_PROBLEM_:
Check each line below for "picture" and give the count of those that have it, nothing else.

_TASK INPUTS_:
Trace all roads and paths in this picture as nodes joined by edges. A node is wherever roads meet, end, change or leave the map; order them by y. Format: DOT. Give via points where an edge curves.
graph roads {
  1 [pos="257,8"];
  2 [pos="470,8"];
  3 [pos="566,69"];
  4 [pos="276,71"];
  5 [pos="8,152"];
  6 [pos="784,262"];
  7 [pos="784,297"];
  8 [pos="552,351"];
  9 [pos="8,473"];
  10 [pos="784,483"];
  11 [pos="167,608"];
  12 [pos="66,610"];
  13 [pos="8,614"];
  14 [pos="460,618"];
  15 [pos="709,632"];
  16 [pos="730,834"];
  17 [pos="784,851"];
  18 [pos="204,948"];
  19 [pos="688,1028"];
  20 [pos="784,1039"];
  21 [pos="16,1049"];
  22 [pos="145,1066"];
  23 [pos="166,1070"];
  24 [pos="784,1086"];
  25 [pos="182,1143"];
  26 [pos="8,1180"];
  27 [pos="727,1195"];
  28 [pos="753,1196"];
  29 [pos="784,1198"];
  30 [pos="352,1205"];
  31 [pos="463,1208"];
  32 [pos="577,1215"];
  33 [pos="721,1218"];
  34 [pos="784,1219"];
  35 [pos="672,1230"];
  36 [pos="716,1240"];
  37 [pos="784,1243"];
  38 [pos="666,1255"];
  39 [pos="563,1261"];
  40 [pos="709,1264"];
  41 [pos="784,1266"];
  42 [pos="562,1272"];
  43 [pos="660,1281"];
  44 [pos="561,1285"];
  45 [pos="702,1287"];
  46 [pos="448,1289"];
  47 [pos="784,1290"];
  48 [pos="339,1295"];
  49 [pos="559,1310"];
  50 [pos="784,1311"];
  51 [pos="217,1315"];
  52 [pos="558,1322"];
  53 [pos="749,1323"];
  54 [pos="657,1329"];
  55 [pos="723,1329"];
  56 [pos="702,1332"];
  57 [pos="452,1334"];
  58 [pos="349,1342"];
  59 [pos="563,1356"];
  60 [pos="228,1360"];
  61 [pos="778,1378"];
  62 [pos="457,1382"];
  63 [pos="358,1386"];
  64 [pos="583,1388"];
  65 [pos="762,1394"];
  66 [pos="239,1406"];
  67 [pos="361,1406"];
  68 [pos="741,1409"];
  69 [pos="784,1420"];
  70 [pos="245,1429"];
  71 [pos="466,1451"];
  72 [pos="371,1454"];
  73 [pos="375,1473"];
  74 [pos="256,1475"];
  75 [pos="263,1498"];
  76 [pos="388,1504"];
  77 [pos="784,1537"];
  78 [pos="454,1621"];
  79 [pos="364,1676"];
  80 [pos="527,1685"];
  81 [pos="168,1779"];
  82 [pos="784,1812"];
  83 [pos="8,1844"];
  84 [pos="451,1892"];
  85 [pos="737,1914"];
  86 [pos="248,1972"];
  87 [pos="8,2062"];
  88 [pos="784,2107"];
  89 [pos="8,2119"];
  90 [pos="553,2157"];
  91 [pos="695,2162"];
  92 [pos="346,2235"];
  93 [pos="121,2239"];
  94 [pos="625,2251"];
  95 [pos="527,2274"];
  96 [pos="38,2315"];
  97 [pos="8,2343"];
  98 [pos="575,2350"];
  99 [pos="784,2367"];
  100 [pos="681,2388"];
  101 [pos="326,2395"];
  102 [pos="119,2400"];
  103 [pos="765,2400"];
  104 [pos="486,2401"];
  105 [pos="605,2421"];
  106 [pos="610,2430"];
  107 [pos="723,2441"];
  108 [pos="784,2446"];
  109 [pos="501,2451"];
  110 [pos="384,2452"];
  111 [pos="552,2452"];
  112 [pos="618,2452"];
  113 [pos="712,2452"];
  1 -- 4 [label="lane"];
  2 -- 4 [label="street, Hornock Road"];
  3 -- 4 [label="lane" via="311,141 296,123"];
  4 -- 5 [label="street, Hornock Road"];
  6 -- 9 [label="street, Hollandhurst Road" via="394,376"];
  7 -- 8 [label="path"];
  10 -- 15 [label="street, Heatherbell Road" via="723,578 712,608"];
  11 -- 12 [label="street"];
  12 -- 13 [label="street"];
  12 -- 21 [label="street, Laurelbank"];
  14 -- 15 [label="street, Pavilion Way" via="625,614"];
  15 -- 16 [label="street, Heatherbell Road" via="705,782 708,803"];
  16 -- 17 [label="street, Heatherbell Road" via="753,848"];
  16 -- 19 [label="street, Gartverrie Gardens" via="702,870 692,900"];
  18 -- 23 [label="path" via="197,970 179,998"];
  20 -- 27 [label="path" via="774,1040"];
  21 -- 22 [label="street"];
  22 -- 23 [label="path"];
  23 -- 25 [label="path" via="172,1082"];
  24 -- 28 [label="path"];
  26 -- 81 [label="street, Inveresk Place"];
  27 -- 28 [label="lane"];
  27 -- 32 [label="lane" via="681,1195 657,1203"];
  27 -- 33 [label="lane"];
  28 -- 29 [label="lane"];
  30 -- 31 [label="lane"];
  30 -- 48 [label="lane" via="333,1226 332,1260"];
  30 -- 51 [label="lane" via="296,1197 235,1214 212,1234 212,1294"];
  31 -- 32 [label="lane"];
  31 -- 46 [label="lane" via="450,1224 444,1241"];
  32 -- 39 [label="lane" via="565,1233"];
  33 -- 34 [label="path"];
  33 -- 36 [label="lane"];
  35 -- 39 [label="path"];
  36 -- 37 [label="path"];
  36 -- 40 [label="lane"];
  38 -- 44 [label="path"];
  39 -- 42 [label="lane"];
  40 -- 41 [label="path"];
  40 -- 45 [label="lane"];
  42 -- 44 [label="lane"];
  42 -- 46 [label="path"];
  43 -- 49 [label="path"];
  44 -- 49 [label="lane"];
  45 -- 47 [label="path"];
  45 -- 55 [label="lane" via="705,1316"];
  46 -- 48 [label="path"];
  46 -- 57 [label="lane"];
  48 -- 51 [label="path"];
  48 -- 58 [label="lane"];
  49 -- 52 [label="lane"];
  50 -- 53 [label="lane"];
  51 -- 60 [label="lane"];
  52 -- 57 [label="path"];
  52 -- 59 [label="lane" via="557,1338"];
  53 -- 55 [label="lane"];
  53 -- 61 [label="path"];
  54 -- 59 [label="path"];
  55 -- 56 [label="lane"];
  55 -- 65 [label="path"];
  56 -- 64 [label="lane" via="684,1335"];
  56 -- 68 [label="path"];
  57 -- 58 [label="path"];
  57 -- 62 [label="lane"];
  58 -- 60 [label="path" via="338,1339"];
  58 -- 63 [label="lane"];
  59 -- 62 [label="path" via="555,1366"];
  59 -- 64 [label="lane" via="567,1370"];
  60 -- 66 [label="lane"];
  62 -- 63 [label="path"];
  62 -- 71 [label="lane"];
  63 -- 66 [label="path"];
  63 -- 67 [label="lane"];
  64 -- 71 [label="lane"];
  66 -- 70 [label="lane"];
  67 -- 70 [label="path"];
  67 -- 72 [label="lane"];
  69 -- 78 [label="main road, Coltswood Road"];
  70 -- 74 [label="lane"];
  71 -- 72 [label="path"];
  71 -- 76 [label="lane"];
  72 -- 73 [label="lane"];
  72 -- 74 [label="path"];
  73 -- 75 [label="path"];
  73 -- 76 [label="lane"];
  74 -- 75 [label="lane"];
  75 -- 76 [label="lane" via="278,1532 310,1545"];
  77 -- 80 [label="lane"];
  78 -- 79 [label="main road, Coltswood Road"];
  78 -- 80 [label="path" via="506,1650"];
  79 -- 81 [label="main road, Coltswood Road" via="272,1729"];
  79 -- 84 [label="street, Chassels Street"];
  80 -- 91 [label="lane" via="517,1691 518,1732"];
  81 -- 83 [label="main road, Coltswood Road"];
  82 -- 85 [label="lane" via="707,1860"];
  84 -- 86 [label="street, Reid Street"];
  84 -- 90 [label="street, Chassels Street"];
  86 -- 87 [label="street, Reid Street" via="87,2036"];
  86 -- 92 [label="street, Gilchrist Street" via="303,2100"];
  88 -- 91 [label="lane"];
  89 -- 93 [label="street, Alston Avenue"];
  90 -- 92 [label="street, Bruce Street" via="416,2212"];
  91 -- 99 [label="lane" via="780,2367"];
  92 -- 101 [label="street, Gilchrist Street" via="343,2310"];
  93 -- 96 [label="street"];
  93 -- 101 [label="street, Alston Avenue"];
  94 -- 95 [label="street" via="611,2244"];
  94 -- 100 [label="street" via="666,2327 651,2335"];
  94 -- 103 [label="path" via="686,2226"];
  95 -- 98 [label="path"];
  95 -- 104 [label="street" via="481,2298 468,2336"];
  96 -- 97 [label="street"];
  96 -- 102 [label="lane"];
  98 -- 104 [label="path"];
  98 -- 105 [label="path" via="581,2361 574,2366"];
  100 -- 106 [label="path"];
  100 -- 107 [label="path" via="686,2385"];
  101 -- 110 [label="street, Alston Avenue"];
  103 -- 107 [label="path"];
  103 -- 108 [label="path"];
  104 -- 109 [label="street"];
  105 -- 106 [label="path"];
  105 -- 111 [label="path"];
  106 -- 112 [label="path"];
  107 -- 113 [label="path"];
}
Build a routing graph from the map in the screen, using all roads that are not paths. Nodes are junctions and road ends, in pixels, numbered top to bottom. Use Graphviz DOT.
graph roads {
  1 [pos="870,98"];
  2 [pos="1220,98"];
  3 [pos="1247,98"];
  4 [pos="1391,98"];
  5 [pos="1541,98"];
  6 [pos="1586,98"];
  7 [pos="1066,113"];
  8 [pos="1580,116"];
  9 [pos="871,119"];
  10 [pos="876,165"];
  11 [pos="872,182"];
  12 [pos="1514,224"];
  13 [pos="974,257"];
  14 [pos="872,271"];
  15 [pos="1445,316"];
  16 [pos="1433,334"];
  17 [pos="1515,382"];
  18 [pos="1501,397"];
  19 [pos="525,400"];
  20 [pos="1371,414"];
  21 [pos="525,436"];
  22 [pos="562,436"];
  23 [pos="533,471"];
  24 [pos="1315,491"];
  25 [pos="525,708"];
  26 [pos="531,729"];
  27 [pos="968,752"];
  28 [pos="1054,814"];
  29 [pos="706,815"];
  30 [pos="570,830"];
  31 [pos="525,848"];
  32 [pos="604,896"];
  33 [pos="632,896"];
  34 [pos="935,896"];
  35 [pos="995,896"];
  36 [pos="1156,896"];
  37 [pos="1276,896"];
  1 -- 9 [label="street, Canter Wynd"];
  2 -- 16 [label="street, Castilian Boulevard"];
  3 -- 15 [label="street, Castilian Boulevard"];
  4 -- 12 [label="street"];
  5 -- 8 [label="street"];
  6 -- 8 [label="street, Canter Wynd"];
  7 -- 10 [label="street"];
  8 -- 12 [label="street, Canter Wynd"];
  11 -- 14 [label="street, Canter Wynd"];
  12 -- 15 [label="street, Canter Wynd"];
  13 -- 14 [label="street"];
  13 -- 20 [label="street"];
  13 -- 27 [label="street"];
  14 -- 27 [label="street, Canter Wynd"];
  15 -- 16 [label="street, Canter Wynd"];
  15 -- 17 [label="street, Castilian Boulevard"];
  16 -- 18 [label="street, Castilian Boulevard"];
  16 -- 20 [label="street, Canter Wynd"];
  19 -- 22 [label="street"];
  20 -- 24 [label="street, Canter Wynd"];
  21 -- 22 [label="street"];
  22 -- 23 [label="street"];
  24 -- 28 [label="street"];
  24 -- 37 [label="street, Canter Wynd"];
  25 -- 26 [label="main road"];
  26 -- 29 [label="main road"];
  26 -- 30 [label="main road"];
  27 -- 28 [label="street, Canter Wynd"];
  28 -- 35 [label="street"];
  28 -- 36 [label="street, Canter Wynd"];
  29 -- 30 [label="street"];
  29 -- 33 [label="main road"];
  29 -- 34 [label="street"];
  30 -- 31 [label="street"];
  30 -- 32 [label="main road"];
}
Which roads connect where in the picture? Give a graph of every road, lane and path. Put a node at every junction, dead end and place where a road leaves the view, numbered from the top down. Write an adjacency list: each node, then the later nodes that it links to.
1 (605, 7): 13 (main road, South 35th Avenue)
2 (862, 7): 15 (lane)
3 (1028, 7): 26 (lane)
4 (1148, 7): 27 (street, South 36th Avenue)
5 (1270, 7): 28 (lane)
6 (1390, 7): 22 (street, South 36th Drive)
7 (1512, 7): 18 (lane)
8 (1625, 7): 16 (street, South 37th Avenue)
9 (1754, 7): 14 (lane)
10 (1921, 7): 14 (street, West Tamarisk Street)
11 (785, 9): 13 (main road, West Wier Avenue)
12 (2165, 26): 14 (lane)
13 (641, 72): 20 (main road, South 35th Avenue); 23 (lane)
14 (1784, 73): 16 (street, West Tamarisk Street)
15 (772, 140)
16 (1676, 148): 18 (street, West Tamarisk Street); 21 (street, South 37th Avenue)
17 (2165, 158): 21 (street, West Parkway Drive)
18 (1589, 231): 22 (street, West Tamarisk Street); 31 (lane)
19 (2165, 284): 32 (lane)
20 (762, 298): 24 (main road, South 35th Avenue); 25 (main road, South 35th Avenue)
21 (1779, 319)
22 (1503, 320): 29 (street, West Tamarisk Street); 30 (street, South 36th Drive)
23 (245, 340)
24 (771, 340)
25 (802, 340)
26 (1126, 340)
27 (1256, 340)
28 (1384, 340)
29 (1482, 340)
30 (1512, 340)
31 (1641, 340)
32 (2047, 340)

_SOLUTION TO THE PROBLEM_:
2